Billy Slade on right
By Cassandra Geraghty @ayearofsilents
William Sladen, better known as Billy Slade was a British Silent Film actor and Assistant Director who spent the majority of his film career making comedic short films at the Eagle Studios, later Norman Studios, in Jacksonville, FL.
Billy was born in Manchester, U.K. in 1884 and, after a three year stint in the British Army, he found his way to Detroit, Michigan where he decided to try his hand at silent film. He changed his name to Billy Slade and began working for Esperanto Films. His first feature was 1915s five-reel Western “Trail to Sodom”. Unfortunately the film was not successful and after his second film with Esperanto, they went out of business.
For his next venture, Billy formed a Vaudeville show and toured around Michigan and Illinois before settling down in Chicago. He joined Eagle Studios and quickly married his wife, Florence, before heading down to Jacksonville, Florida to begin filming. Jacksonville was a popular film destination at the time as the sunshine and warmer climate (Eagle even had an open air studio) allowed for year round filming.
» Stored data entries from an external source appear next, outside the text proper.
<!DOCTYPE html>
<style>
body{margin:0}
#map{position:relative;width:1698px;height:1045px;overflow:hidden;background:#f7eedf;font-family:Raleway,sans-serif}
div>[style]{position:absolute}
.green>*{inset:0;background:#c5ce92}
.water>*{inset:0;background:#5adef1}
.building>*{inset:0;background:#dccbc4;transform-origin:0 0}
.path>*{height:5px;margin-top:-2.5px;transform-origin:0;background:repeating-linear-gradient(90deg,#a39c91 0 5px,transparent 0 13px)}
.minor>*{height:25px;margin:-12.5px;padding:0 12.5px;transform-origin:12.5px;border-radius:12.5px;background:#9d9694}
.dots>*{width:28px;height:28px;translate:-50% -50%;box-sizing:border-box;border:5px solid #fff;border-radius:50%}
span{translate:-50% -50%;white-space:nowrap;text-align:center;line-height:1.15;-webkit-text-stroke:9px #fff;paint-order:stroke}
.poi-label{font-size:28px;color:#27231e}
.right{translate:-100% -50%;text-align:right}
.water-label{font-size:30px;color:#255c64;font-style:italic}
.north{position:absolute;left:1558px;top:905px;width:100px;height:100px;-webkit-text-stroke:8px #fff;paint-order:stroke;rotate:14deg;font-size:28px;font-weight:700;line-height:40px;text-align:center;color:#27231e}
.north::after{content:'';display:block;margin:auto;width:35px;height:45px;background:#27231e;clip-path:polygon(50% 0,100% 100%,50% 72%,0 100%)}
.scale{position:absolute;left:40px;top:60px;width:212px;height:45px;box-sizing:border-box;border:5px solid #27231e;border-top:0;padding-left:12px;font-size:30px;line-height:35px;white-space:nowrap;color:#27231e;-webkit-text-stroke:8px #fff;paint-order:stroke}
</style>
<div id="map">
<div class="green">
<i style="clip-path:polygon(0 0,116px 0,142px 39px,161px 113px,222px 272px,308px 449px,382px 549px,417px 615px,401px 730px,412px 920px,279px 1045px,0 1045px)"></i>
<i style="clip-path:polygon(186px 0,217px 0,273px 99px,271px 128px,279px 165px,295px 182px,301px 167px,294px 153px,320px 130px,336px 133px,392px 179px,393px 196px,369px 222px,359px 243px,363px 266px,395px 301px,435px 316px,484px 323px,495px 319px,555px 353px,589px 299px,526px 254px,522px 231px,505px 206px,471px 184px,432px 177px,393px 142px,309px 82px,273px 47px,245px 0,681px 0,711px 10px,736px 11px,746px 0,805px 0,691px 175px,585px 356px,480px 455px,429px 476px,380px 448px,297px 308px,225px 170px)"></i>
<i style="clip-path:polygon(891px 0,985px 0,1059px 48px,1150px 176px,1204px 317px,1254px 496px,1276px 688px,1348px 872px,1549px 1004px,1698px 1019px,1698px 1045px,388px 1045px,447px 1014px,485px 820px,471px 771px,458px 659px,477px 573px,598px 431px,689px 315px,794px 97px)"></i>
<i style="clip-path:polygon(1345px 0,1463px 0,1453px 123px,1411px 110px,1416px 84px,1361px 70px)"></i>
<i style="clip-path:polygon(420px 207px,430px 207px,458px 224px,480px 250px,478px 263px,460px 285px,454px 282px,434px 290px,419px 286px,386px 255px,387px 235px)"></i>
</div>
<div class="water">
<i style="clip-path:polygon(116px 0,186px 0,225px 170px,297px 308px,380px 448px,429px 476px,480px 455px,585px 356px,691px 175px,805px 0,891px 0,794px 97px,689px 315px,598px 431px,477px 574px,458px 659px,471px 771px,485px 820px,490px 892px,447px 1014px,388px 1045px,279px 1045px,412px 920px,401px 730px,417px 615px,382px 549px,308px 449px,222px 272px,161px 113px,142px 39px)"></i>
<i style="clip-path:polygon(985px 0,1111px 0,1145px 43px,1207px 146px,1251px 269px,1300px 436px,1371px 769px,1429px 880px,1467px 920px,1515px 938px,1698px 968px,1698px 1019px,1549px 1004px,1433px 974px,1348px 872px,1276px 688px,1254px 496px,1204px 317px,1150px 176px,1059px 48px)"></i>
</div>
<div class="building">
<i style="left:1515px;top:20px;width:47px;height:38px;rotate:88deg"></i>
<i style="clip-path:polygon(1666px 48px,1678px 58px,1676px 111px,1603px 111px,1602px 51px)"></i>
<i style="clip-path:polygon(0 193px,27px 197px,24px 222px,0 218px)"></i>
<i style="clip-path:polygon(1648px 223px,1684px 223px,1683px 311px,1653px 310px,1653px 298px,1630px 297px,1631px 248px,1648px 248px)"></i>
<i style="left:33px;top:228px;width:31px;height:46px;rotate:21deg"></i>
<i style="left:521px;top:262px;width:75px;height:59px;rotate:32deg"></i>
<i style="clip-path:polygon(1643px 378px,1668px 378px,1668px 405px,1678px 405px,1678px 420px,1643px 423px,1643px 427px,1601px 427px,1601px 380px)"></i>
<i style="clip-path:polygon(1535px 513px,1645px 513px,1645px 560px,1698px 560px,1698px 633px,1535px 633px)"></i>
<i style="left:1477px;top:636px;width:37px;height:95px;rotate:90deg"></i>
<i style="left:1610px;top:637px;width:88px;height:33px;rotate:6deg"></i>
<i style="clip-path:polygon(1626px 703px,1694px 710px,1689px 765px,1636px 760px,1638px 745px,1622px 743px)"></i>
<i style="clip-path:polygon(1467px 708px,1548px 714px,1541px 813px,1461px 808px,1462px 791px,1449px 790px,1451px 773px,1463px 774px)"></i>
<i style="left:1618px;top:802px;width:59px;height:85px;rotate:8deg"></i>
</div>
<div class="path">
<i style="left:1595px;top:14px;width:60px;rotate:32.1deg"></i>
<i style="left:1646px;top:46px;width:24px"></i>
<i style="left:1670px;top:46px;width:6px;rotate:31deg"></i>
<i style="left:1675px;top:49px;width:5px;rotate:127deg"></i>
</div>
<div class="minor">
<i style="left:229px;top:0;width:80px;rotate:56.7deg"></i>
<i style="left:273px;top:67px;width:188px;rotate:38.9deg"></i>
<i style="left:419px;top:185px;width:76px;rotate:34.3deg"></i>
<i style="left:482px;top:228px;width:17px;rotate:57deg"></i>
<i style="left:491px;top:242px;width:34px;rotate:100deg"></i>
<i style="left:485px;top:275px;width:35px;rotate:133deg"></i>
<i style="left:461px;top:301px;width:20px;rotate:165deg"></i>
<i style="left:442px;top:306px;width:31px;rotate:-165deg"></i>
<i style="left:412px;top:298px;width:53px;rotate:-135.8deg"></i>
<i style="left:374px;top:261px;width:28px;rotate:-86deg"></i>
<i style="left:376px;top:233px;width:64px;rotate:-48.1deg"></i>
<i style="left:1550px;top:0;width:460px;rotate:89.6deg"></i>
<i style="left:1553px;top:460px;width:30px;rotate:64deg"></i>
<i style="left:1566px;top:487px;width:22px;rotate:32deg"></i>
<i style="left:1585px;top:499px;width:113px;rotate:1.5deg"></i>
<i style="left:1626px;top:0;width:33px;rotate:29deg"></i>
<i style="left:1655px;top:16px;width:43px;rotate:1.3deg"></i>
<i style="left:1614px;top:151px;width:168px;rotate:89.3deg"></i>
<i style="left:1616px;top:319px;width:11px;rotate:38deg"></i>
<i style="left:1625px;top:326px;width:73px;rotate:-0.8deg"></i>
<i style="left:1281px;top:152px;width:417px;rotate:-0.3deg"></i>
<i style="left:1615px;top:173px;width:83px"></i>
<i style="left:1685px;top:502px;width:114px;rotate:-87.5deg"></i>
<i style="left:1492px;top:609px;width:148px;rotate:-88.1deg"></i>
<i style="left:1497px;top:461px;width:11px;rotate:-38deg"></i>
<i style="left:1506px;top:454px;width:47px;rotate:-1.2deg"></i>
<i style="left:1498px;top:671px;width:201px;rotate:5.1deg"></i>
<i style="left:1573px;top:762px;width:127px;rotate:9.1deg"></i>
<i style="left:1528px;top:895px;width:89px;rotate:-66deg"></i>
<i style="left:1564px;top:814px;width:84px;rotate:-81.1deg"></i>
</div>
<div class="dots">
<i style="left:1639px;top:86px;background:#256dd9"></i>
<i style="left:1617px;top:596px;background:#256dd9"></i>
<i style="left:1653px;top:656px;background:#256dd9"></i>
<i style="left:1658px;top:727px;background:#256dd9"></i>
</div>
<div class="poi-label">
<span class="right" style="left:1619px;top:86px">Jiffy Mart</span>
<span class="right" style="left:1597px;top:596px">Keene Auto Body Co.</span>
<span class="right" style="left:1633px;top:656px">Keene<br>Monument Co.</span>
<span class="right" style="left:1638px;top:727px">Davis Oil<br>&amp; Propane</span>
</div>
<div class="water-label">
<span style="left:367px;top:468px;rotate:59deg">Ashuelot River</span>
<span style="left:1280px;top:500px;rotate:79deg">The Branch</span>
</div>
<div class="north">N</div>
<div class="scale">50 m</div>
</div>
While at Eagle, Billy starred alongside European comedian Tweedledum (Spanish actor Marcel Perez) in comedy shorts like “Tweedledum Torpedoed By Cupid” and “Some Hero”. The two worked together at Eagle from 1916 to 1918 and later at the Jester Comedy Company, although Marcel’s character was renamed Twede-dan.
While in Jacksonville, Billy also worked with a young Oliver Hardy (of Laurel and Hardy fame) in “The Battle Royal” at the Vim Comedy Film Studios and with comedian Victor Moore at Paramount Pictures in their “Klever Comedies”. During his summers, he would travel to New York City where he filmed with Pathe and the Jester Comedy Company. In the late 1910s, he transitioned from actor to Assistant Director and made three films with the Fay Tincher Comedy Company, a short-lived production company started by comedienne Fay Tincher, an actress who was often compared to Mabel Normand.
Billy’s film career was all but finished by the early 1920s. He spent a short time as a property manager at Fox Films before he decided to leave the industry altogether. He moved to Ann Arbor, Michigan where he had three children and led a relatively quiet life until his death of a heart attack in 1950 at the age of 65.
During his short film career, lasting less than 10 years, Billy Slade not only worked with some of the up-and-coming comedic greats but also with other notable actors like Pearl White, Evelyn Nesbit, Virginia Pearson and Madge Kennedy. Thankfully his son, James Snaden wrote a brief biography of his father before he passed in 2018 so we are able to learn about this interesting man who otherwise may have been lost in the crowd.